§ **What you need to do**
Where a line has odd spacing or punctuation, keep it; transcribe all the entries exactly.
── Supplied records
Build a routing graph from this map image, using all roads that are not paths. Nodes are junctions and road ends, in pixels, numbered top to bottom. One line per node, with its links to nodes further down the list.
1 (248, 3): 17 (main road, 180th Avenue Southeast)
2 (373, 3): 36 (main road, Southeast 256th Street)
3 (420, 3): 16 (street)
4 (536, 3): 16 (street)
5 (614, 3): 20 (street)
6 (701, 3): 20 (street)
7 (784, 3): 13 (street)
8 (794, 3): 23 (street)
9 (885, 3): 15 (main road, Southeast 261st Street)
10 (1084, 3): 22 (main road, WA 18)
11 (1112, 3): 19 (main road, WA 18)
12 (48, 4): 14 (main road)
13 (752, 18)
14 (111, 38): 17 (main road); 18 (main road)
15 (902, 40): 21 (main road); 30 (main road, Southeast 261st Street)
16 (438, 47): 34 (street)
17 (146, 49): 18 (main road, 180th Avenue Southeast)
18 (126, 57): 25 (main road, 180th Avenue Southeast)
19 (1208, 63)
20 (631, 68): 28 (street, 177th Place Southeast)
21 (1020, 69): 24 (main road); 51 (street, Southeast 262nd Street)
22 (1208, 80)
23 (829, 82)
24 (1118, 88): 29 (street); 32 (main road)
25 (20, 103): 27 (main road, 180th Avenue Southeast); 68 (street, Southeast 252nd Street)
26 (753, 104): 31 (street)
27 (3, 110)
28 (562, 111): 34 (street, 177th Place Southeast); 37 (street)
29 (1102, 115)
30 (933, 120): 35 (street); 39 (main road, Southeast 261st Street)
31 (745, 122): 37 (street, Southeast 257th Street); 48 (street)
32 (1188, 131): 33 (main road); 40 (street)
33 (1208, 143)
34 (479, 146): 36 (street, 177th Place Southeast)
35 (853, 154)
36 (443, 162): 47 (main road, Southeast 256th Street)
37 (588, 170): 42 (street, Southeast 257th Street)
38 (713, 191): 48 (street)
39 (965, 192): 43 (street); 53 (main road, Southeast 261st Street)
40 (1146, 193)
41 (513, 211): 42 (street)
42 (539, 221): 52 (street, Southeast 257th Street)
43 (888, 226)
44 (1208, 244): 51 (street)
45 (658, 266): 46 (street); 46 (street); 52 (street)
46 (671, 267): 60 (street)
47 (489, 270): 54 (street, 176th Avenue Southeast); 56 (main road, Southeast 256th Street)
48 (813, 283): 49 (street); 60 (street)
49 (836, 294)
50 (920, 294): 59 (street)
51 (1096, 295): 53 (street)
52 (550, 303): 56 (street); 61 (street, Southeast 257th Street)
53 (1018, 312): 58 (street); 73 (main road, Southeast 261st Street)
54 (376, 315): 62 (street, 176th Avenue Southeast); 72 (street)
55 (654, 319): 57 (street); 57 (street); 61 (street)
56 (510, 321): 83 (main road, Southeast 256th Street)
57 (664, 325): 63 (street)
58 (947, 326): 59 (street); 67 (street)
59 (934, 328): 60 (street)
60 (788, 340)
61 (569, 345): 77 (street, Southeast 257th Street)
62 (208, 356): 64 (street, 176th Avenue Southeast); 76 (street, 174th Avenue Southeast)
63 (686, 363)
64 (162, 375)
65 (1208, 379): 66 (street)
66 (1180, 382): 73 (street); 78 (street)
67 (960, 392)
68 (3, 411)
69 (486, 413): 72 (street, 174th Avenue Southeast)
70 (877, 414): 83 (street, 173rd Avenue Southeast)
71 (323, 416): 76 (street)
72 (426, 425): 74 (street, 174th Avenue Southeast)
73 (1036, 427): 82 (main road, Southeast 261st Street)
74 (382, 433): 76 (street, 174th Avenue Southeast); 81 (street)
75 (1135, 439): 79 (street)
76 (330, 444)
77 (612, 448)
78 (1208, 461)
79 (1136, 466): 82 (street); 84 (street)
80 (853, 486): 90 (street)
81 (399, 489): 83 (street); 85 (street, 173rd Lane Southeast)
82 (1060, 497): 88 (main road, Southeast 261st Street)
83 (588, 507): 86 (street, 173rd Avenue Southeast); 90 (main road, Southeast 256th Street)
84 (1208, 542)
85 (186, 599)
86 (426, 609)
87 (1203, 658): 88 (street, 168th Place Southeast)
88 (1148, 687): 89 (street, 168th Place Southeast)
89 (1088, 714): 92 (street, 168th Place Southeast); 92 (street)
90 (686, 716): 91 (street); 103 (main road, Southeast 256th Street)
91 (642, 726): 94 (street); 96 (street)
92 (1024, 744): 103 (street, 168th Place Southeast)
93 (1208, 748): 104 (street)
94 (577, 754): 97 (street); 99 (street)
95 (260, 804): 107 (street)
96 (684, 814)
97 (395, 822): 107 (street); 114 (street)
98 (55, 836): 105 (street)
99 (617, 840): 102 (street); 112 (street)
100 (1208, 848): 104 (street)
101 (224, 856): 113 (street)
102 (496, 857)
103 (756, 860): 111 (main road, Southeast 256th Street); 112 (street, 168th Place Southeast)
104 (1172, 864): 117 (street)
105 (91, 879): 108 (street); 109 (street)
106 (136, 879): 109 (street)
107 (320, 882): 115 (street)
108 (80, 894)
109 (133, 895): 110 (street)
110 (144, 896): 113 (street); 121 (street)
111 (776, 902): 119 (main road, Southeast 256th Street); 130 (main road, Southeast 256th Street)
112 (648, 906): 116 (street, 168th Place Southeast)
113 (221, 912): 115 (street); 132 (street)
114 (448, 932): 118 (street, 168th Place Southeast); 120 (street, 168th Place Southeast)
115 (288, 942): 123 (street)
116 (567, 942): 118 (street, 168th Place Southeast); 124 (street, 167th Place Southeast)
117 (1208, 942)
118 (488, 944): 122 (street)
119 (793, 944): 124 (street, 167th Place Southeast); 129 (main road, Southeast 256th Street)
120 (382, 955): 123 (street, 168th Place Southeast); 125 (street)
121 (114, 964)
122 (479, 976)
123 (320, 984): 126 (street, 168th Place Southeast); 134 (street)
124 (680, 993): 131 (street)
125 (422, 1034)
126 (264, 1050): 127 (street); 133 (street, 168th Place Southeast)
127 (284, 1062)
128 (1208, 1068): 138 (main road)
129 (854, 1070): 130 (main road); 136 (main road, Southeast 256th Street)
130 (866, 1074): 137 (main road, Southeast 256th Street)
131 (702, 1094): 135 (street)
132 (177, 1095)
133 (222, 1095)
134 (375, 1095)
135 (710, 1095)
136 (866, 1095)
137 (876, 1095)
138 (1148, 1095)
────
§ **Response to the task**
Build a routing graph from this map image, using all roads that are not paths. Nodes are junctions and road ends, in pixels, numbered top to bottom. One line per node, with its links to nodes further down the list.
1 (248, 3): 17 (main road, 180th Avenue Southeast)
2 (373, 3): 36 (main road, Southeast 256th Street)
3 (420, 3): 16 (street)
4 (536, 3): 16 (street)
5 (614, 3): 20 (street)
6 (701, 3): 20 (street)
7 (784, 3): 13 (street)
8 (794, 3): 23 (street)
9 (885, 3): 15 (main road, Southeast 261st Street)
10 (1084, 3): 22 (main road, WA 18)
11 (1112, 3): 19 (main road, WA 18)
12 (48, 4): 14 (main road)
13 (752, 18)
14 (111, 38): 17 (main road); 18 (main road)
15 (902, 40): 21 (main road); 30 (main road, Southeast 261st Street)
16 (438, 47): 34 (street)
17 (146, 49): 18 (main road, 180th Avenue Southeast)
18 (126, 57): 25 (main road, 180th Avenue Southeast)
19 (1208, 63)
20 (631, 68): 28 (street, 177th Place Southeast)
21 (1020, 69): 24 (main road); 51 (street, Southeast 262nd Street)
22 (1208, 80)
23 (829, 82)
24 (1118, 88): 29 (street); 32 (main road)
25 (20, 103): 27 (main road, 180th Avenue Southeast); 68 (street, Southeast 252nd Street)
26 (753, 104): 31 (street)
27 (3, 110)
28 (562, 111): 34 (street, 177th Place Southeast); 37 (street)
29 (1102, 115)
30 (933, 120): 35 (street); 39 (main road, Southeast 261st Street)
31 (745, 122): 37 (street, Southeast 257th Street); 48 (street)
32 (1188, 131): 33 (main road); 40 (street)
33 (1208, 143)
34 (479, 146): 36 (street, 177th Place Southeast)
35 (853, 154)
36 (443, 162): 47 (main road, Southeast 256th Street)
37 (588, 170): 42 (street, Southeast 257th Street)
38 (713, 191): 48 (street)
39 (965, 192): 43 (street); 53 (main road, Southeast 261st Street)
40 (1146, 193)
41 (513, 211): 42 (street)
42 (539, 221): 52 (street, Southeast 257th Street)
43 (888, 226)
44 (1208, 244): 51 (street)
45 (658, 266): 46 (street); 46 (street); 52 (street)
46 (671, 267): 60 (street)
47 (489, 270): 54 (street, 176th Avenue Southeast); 56 (main road, Southeast 256th Street)
48 (813, 283): 49 (street); 60 (street)
49 (836, 294)
50 (920, 294): 59 (street)
51 (1096, 295): 53 (street)
52 (550, 303): 56 (street); 61 (street, Southeast 257th Street)
53 (1018, 312): 58 (street); 73 (main road, Southeast 261st Street)
54 (376, 315): 62 (street, 176th Avenue Southeast); 72 (street)
55 (654, 319): 57 (street); 57 (street); 61 (street)
56 (510, 321): 83 (main road, Southeast 256th Street)
57 (664, 325): 63 (street)
58 (947, 326): 59 (street); 67 (street)
59 (934, 328): 60 (street)
60 (788, 340)
61 (569, 345): 77 (street, Southeast 257th Street)
62 (208, 356): 64 (street, 176th Avenue Southeast); 76 (street, 174th Avenue Southeast)
63 (686, 363)
64 (162, 375)
65 (1208, 379): 66 (street)
66 (1180, 382): 73 (street); 78 (street)
67 (960, 392)
68 (3, 411)
69 (486, 413): 72 (street, 174th Avenue Southeast)
70 (877, 414): 83 (street, 173rd Avenue Southeast)
71 (323, 416): 76 (street)
72 (426, 425): 74 (street, 174th Avenue Southeast)
73 (1036, 427): 82 (main road, Southeast 261st Street)
74 (382, 433): 76 (street, 174th Avenue Southeast); 81 (street)
75 (1135, 439): 79 (street)
76 (330, 444)
77 (612, 448)
78 (1208, 461)
79 (1136, 466): 82 (street); 84 (street)
80 (853, 486): 90 (street)
81 (399, 489): 83 (street); 85 (street, 173rd Lane Southeast)
82 (1060, 497): 88 (main road, Southeast 261st Street)
83 (588, 507): 86 (street, 173rd Avenue Southeast); 90 (main road, Southeast 256th Street)
84 (1208, 542)
85 (186, 599)
86 (426, 609)
87 (1203, 658): 88 (street, 168th Place Southeast)
88 (1148, 687): 89 (street, 168th Place Southeast)
89 (1088, 714): 92 (street, 168th Place Southeast); 92 (street)
90 (686, 716): 91 (street); 103 (main road, Southeast 256th Street)
91 (642, 726): 94 (street); 96 (street)
92 (1024, 744): 103 (street, 168th Place Southeast)
93 (1208, 748): 104 (street)
94 (577, 754): 97 (street); 99 (street)
95 (260, 804): 107 (street)
96 (684, 814)
97 (395, 822): 107 (street); 114 (street)
98 (55, 836): 105 (street)
99 (617, 840): 102 (street); 112 (street)
100 (1208, 848): 104 (street)
101 (224, 856): 113 (street)
102 (496, 857)
103 (756, 860): 111 (main road, Southeast 256th Street); 112 (street, 168th Place Southeast)
104 (1172, 864): 117 (street)
105 (91, 879): 108 (street); 109 (street)
106 (136, 879): 109 (street)
107 (320, 882): 115 (street)
108 (80, 894)
109 (133, 895): 110 (street)
110 (144, 896): 113 (street); 121 (street)
111 (776, 902): 119 (main road, Southeast 256th Street); 130 (main road, Southeast 256th Street)
112 (648, 906): 116 (street, 168th Place Southeast)
113 (221, 912): 115 (street); 132 (street)
114 (448, 932): 118 (street, 168th Place Southeast); 120 (street, 168th Place Southeast)
115 (288, 942): 123 (street)
116 (567, 942): 118 (street, 168th Place Southeast); 124 (street, 167th Place Southeast)
117 (1208, 942)
118 (488, 944): 122 (street)
119 (793, 944): 124 (street, 167th Place Southeast); 129 (main road, Southeast 256th Street)
120 (382, 955): 123 (street, 168th Place Southeast); 125 (street)
121 (114, 964)
122 (479, 976)
123 (320, 984): 126 (street, 168th Place Southeast); 134 (street)
124 (680, 993): 131 (street)
125 (422, 1034)
126 (264, 1050): 127 (street); 133 (street, 168th Place Southeast)
127 (284, 1062)
128 (1208, 1068): 138 (main road)
129 (854, 1070): 130 (main road); 136 (main road, Southeast 256th Street)
130 (866, 1074): 137 (main road, Southeast 256th Street)
131 (702, 1094): 135 (street)
132 (177, 1095)
133 (222, 1095)
134 (375, 1095)
135 (710, 1095)
136 (866, 1095)
137 (876, 1095)
138 (1148, 1095)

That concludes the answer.